_What to produce:_
Each line of the records is to be copied verbatim.

_Input data:_
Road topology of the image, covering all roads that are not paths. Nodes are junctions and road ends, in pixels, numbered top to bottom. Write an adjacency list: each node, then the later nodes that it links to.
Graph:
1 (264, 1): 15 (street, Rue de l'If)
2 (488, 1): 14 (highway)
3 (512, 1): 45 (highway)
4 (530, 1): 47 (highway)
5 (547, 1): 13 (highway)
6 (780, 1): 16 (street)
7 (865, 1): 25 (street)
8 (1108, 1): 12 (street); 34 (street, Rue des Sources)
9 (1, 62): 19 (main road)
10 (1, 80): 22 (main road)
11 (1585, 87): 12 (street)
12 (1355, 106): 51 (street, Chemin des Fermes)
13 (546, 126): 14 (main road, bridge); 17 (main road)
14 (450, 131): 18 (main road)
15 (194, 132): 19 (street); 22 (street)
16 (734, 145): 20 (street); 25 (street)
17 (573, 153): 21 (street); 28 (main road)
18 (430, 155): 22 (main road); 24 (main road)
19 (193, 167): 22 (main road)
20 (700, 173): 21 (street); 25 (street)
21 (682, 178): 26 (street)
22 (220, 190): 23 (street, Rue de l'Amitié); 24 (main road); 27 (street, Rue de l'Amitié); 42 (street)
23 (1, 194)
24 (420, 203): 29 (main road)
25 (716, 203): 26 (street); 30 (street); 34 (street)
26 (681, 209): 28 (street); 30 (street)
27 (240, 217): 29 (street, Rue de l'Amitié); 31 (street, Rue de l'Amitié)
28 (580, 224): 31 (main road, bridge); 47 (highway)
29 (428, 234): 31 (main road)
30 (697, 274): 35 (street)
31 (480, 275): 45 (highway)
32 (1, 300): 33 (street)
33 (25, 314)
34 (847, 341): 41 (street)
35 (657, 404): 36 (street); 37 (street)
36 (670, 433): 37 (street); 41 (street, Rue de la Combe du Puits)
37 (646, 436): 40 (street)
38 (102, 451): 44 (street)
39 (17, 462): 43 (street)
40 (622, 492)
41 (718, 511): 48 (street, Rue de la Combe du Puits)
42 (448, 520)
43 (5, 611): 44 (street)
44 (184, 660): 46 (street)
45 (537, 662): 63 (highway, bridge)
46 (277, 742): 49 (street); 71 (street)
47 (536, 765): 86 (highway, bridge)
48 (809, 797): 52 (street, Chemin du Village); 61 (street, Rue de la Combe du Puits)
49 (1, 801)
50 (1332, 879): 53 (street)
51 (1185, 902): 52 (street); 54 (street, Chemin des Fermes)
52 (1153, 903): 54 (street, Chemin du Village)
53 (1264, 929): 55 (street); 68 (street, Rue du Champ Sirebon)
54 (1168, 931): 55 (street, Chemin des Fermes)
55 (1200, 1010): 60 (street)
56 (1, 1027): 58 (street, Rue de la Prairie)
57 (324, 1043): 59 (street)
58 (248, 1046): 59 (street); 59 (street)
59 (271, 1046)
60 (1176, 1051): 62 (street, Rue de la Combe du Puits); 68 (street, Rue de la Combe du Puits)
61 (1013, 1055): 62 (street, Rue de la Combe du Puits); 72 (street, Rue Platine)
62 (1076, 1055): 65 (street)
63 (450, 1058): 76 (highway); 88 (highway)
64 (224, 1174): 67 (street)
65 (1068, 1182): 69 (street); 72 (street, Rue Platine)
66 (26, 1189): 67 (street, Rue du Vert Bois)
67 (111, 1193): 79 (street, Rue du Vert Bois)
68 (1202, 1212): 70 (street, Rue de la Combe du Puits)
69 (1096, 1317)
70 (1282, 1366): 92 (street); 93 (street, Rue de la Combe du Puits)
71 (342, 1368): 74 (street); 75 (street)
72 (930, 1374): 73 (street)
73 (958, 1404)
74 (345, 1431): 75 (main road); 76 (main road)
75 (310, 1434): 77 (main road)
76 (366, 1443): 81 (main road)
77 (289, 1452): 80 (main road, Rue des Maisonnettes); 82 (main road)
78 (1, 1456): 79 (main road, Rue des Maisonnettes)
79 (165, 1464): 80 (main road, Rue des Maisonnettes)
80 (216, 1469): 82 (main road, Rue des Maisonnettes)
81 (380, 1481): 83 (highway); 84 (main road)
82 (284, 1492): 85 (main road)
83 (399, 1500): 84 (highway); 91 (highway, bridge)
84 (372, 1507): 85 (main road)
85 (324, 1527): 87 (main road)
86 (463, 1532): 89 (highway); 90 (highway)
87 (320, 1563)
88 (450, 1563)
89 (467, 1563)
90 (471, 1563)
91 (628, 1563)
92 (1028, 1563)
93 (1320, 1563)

_Task output:_
Road topology of the image, covering all roads that are not paths. Nodes are junctions and road ends, in pixels, numbered top to bottom. Write an adjacency list: each node, then the later nodes that it links to.
Graph:
1 (264, 1): 15 (street, Rue de l'If)
2 (488, 1): 14 (highway)
3 (512, 1): 45 (highway)
4 (530, 1): 47 (highway)
5 (547, 1): 13 (highway)
6 (780, 1): 16 (street)
7 (865, 1): 25 (street)
8 (1108, 1): 12 (street); 34 (street, Rue des Sources)
9 (1, 62): 19 (main road)
10 (1, 80): 22 (main road)
11 (1585, 87): 12 (street)
12 (1355, 106): 51 (street, Chemin des Fermes)
13 (546, 126): 14 (main road, bridge); 17 (main road)
14 (450, 131): 18 (main road)
15 (194, 132): 19 (street); 22 (street)
16 (734, 145): 20 (street); 25 (street)
17 (573, 153): 21 (street); 28 (main road)
18 (430, 155): 22 (main road); 24 (main road)
19 (193, 167): 22 (main road)
20 (700, 173): 21 (street); 25 (street)
21 (682, 178): 26 (street)
22 (220, 190): 23 (street, Rue de l'Amitié); 24 (main road); 27 (street, Rue de l'Amitié); 42 (street)
23 (1, 194)
24 (420, 203): 29 (main road)
25 (716, 203): 26 (street); 30 (street); 34 (street)
26 (681, 209): 28 (street); 30 (street)
27 (240, 217): 29 (street, Rue de l'Amitié); 31 (street, Rue de l'Amitié)
28 (580, 224): 31 (main road, bridge); 47 (highway)
29 (428, 234): 31 (main road)
30 (697, 274): 35 (street)
31 (480, 275): 45 (highway)
32 (1, 300): 33 (street)
33 (25, 314)
34 (847, 341): 41 (street)
35 (657, 404): 36 (street); 37 (street)
36 (670, 433): 37 (street); 41 (street, Rue de la Combe du Puits)
37 (646, 436): 40 (street)
38 (102, 451): 44 (street)
39 (17, 462): 43 (street)
40 (622, 492)
41 (718, 511): 48 (street, Rue de la Combe du Puits)
42 (448, 520)
43 (5, 611): 44 (street)
44 (184, 660): 46 (street)
45 (537, 662): 63 (highway, bridge)
46 (277, 742): 49 (street); 71 (street)
47 (536, 765): 86 (highway, bridge)
48 (809, 797): 52 (street, Chemin du Village); 61 (street, Rue de la Combe du Puits)
49 (1, 801)
50 (1332, 879): 53 (street)
51 (1185, 902): 52 (street); 54 (street, Chemin des Fermes)
52 (1153, 903): 54 (street, Chemin du Village)
53 (1264, 929): 55 (street); 68 (street, Rue du Champ Sirebon)
54 (1168, 931): 55 (street, Chemin des Fermes)
55 (1200, 1010): 60 (street)
56 (1, 1027): 58 (street, Rue de la Prairie)
57 (324, 1043): 59 (street)
58 (248, 1046): 59 (street); 59 (street)
59 (271, 1046)
60 (1176, 1051): 62 (street, Rue de la Combe du Puits); 68 (street, Rue de la Combe du Puits)
61 (1013, 1055): 62 (street, Rue de la Combe du Puits); 72 (street, Rue Platine)
62 (1076, 1055): 65 (street)
63 (450, 1058): 76 (highway); 88 (highway)
64 (224, 1174): 67 (street)
65 (1068, 1182): 69 (street); 72 (street, Rue Platine)
66 (26, 1189): 67 (street, Rue du Vert Bois)
67 (111, 1193): 79 (street, Rue du Vert Bois)
68 (1202, 1212): 70 (street, Rue de la Combe du Puits)
69 (1096, 1317)
70 (1282, 1366): 92 (street); 93 (street, Rue de la Combe du Puits)
71 (342, 1368): 74 (street); 75 (street)
72 (930, 1374): 73 (street)
73 (958, 1404)
74 (345, 1431): 75 (main road); 76 (main road)
75 (310, 1434): 77 (main road)
76 (366, 1443): 81 (main road)
77 (289, 1452): 80 (main road, Rue des Maisonnettes); 82 (main road)
78 (1, 1456): 79 (main road, Rue des Maisonnettes)
79 (165, 1464): 80 (main road, Rue des Maisonnettes)
80 (216, 1469): 82 (main road, Rue des Maisonnettes)
81 (380, 1481): 83 (highway); 84 (main road)
82 (284, 1492): 85 (main road)
83 (399, 1500): 84 (highway); 91 (highway, bridge)
84 (372, 1507): 85 (main road)
85 (324, 1527): 87 (main road)
86 (463, 1532): 89 (highway); 90 (highway)
87 (320, 1563)
88 (450, 1563)
89 (467, 1563)
90 (471, 1563)
91 (628, 1563)
92 (1028, 1563)
93 (1320, 1563)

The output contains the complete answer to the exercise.